Message from Bishop Harada

Practical Buddhism and Truth Level Buddhism

Rev. Marvin Harada, Bishop, Buddhist Churches of America

All of the great masters and teachers in Buddhism write about and express Buddhism at a very deep, and profound level of truth. However, most of us are more interested in a more practical level of Buddhism. We ask questions like, “Will Buddhism help me to live a happier life? Will Buddhism help me to ease my stress and anxiety? Will Buddhism help me to live a more meaningful life?” We might even ask questions like, “Will Buddhism help me lower my blood pressure? Will Buddhism make me more successful in business?”

We might encounter a “gap” between the profound, truth level of Buddhism, and where we ourselves are at the practical level. How do we bridge that gap?

There are contemporary Buddhist teachers, like the Dalai Lama, who is presenting Buddhism from this very practical side, such as in his bestseller, “The Art of Happiness.” Another writer, Dan Harris, the author of “10% Happier,” is also presenting Buddhism in a very pragmatic manner. Through meditation, he was then led to Buddhism. When someone asked him why he meditates and is into that “Eastern” stuff, he simply answered, “It makes me 10% happier.” His friend said, “Wow, I’d take that.”

I think that Shin Buddhism is behind other contemporary teachers in trying to bridge that gap between the truth level and the practical level of Shin Buddhism. Without seeing some kind of practical benefit for our life, modern man will not be interested or motivated to pursue Buddhism to the “truth” level.

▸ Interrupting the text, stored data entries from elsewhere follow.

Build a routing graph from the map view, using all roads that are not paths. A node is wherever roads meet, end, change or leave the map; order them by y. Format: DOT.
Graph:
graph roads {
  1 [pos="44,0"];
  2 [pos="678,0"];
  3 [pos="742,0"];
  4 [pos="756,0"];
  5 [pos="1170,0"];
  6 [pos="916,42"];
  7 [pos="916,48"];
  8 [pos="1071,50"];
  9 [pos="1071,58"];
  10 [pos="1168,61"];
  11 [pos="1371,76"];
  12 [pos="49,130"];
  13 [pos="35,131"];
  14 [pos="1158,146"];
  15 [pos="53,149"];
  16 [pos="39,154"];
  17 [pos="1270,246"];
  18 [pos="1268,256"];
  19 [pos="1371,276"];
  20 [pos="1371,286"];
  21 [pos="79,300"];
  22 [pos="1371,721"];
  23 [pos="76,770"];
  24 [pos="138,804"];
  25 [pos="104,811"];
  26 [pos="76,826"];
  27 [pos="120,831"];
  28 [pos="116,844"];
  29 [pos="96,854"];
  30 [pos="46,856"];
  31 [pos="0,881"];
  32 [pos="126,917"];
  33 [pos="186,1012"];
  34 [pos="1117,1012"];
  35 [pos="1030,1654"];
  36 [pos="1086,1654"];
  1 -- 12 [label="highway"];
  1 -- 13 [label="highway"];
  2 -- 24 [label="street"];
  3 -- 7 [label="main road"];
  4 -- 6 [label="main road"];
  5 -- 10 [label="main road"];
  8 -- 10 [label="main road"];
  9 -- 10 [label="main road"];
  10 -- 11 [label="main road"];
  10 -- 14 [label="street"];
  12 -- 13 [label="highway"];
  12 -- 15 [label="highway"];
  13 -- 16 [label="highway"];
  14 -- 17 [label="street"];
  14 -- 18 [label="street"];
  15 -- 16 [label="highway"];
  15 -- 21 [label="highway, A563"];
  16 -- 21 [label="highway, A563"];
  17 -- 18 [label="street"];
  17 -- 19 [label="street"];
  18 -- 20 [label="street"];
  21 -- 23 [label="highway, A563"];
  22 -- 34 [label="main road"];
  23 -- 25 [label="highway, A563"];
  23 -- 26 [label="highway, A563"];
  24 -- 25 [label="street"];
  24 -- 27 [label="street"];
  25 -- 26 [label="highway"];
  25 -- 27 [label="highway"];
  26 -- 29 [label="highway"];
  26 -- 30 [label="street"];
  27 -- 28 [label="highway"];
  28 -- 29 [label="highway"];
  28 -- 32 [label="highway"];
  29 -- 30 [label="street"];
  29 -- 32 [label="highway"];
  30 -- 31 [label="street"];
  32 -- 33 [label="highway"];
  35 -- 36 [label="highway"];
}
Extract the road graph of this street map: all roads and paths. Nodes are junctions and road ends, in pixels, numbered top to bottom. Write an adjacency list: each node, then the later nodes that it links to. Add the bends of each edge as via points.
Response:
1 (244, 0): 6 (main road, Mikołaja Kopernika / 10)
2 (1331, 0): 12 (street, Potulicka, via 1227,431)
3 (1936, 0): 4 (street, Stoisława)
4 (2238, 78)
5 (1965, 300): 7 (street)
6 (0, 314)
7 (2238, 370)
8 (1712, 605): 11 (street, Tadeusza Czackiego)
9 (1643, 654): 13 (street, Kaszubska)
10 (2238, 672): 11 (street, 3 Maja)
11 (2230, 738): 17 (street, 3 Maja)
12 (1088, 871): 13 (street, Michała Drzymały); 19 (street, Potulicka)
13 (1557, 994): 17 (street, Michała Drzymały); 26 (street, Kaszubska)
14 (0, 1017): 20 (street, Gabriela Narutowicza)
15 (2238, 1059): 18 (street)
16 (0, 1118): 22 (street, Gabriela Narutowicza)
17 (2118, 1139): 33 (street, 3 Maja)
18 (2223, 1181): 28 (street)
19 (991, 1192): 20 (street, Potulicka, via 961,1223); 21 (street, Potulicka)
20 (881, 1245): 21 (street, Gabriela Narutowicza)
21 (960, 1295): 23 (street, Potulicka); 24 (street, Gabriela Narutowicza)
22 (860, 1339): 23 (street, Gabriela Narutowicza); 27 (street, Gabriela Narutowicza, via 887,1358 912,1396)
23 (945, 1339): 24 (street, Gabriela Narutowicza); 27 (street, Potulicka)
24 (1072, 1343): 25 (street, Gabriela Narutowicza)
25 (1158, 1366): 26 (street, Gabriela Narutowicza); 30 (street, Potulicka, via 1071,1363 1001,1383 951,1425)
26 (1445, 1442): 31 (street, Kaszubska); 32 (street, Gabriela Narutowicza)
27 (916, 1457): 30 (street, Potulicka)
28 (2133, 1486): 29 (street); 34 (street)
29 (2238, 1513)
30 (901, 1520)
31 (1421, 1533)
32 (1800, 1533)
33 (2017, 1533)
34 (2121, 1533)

But there are some things that Buddhism “won’t” get you. Buddhism won’t get you a million dollars, but it can make you “feel” like a million dollars, no matter how impoverished you might be. Buddhism won’t cure your cancer, but it can give you the spiritual strength to face, even embrace your cancer, and to accept it, whether you recover from it or not.

I would like to share an example of what it means to encounter the truth level of Shin Buddhism.

Some years ago, we lost a wonderful member at the Orange County Buddhist Church, Scott Morris, to ALS, or Lou Gehrig’s disease. ALS is one of the saddest illnesses to get, because there is no cure for ALS. If you get cancer at least there is some hope of treatment, like radiation, surgery, or chemotherapy. ALS is a very debilitating illness, as it starts first with your feet and legs, paralyzing you, then it moves up your body, to where you cannot use your hands or arms, then you cannot speak, and eventually it takes your life when you can no longer breathe.

When Scott was first diagnosed with ALS, we had just started a support group, called “Living Through Illness.” Scott regularly attended that support group. In one of our sessions, Scott was feeling sad that most likely he would not live long enough to be at his son’s high school graduation, or to walk his daughter down the aisle at her wedding someday. I thought about what I could say to help Scott, so I suggested that, while he was still able to write and use his hands, that he could write a letter to his son that he could read someday when he graduates from high school, and he could write a letter to his daughter that she could read on her wedding day.

One month passed, and at the next gathering of our support group, Scott said, “Sensei, I wrote something.” I thought that maybe he had written one of those letters, but instead he shared the following poem.

  I have ALS, — and I am grateful.
                                    I am grateful to retire early to be with my family.
                                    I am grateful I have family and friends that are so supportive and hopeful.
                                    I am grateful I can still walk and get around.
                                    When that is gone –
                                    I am grateful I can still use my hands to feed myself.
                                    When that is gone –
                                    I am grateful I can still breathe and laugh and feel.
                                    When that is gone –
                                    I am grateful I had a wonderful life.
                                    And when that is gone –

By Scott Morris

For Scott, Namuamidabutsu was not just a word or a recitation. It was a deep and profound truth, something that transcended even his own life and death.

That is the point where practical Buddhism and truth level Buddhism merge and become one.